**What to work on:** Search the listing for "Umbria" and copy every line where it appears.

**Data for processing:**
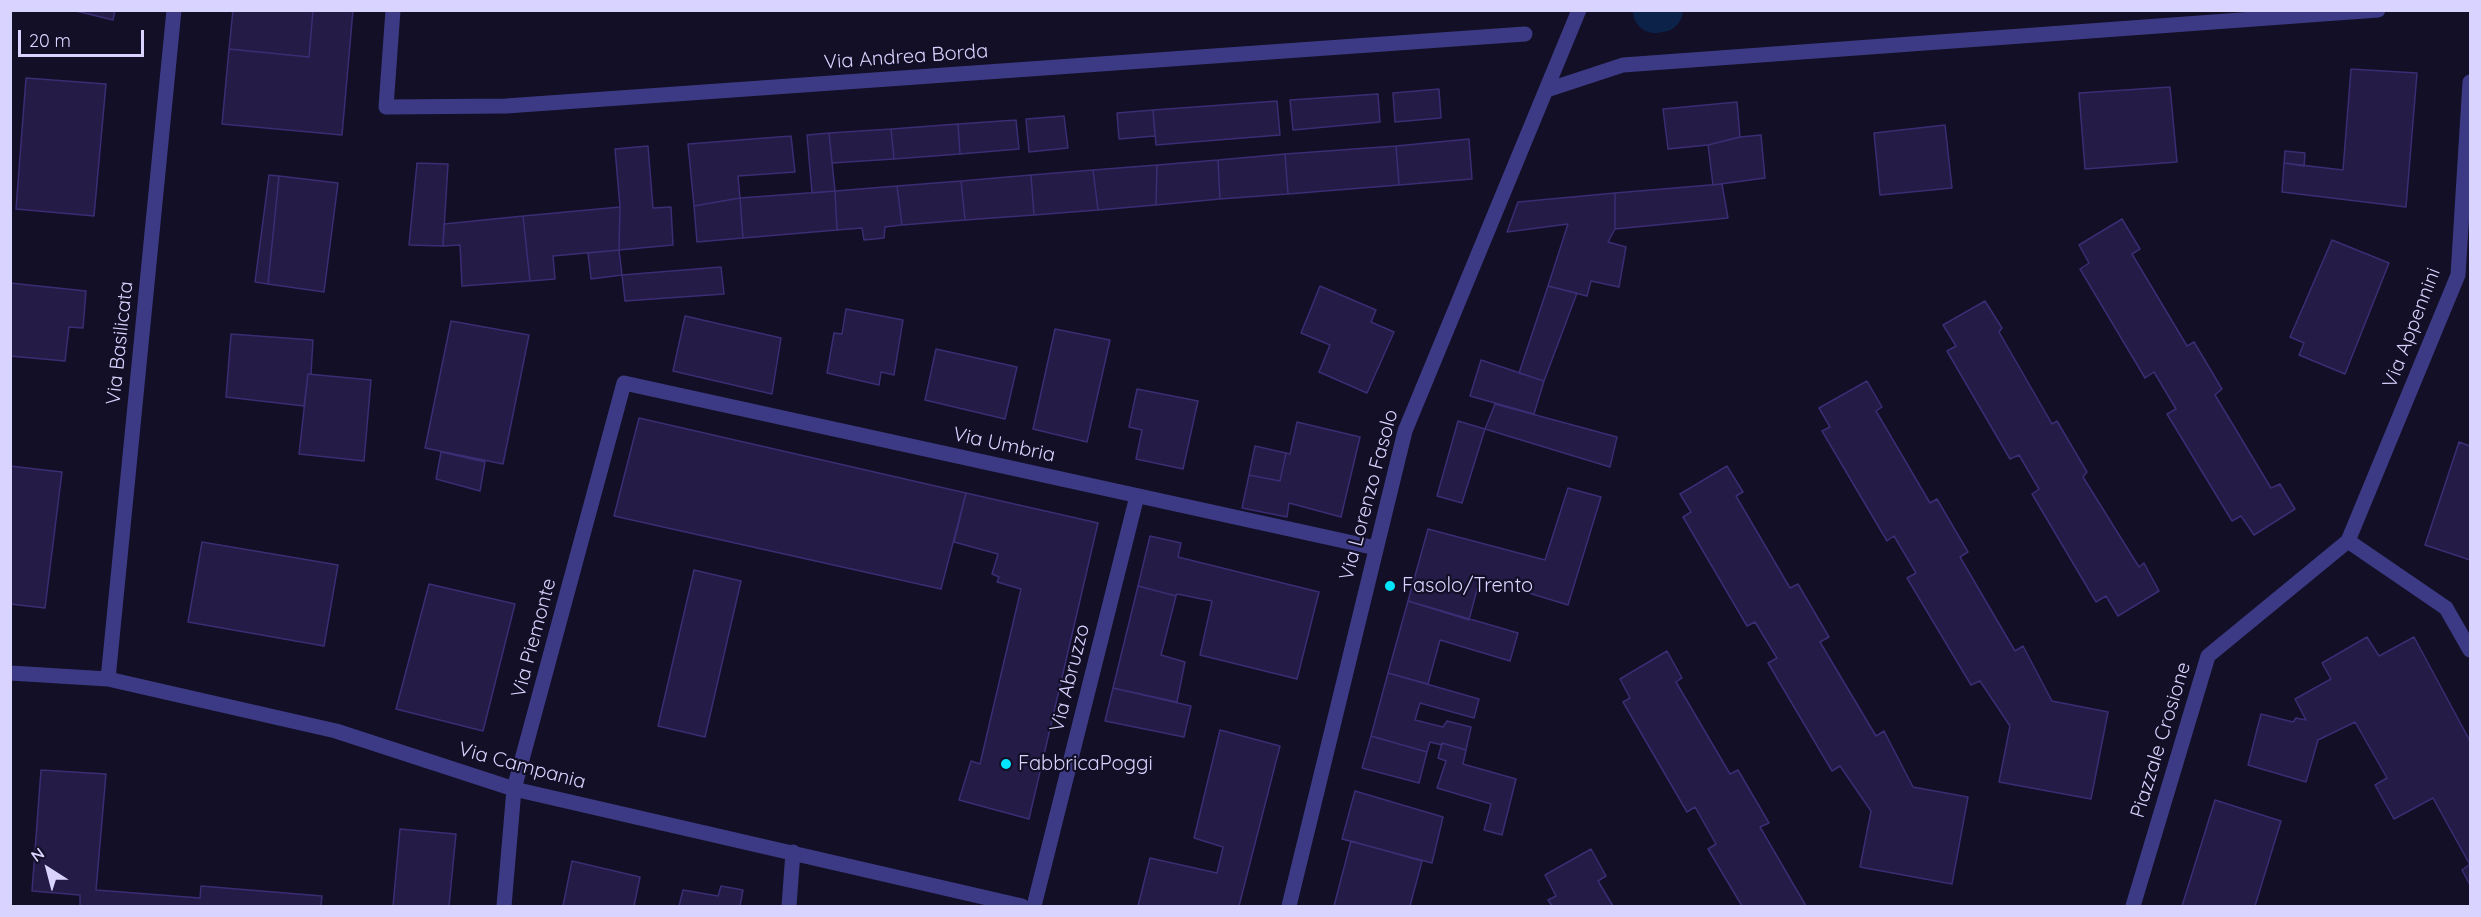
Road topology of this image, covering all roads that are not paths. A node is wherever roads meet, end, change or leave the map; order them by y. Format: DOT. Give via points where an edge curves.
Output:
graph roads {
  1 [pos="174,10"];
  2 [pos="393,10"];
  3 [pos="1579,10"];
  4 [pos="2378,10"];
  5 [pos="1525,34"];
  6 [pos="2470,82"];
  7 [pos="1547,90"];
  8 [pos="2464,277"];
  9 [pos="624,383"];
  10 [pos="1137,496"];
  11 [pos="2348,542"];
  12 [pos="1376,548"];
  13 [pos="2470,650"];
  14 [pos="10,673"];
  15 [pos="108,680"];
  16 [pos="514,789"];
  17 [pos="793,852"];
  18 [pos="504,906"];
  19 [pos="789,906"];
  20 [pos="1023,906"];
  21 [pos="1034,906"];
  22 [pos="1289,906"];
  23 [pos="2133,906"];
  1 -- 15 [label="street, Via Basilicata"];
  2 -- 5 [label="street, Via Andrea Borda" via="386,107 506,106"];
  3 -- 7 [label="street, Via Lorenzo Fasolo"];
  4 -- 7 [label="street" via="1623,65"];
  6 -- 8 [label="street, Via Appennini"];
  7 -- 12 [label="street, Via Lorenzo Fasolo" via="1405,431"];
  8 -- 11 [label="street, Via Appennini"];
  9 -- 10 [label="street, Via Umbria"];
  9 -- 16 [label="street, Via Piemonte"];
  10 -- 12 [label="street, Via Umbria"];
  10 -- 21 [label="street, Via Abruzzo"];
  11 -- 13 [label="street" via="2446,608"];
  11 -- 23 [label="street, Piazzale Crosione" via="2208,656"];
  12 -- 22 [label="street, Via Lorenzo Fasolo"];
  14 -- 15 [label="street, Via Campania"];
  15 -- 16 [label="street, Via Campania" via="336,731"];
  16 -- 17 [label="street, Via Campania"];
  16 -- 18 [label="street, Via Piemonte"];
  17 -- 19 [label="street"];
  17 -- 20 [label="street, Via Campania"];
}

**Completed task:**
  9 -- 10 [label="street, Via Umbria"];
  10 -- 12 [label="street, Via Umbria"];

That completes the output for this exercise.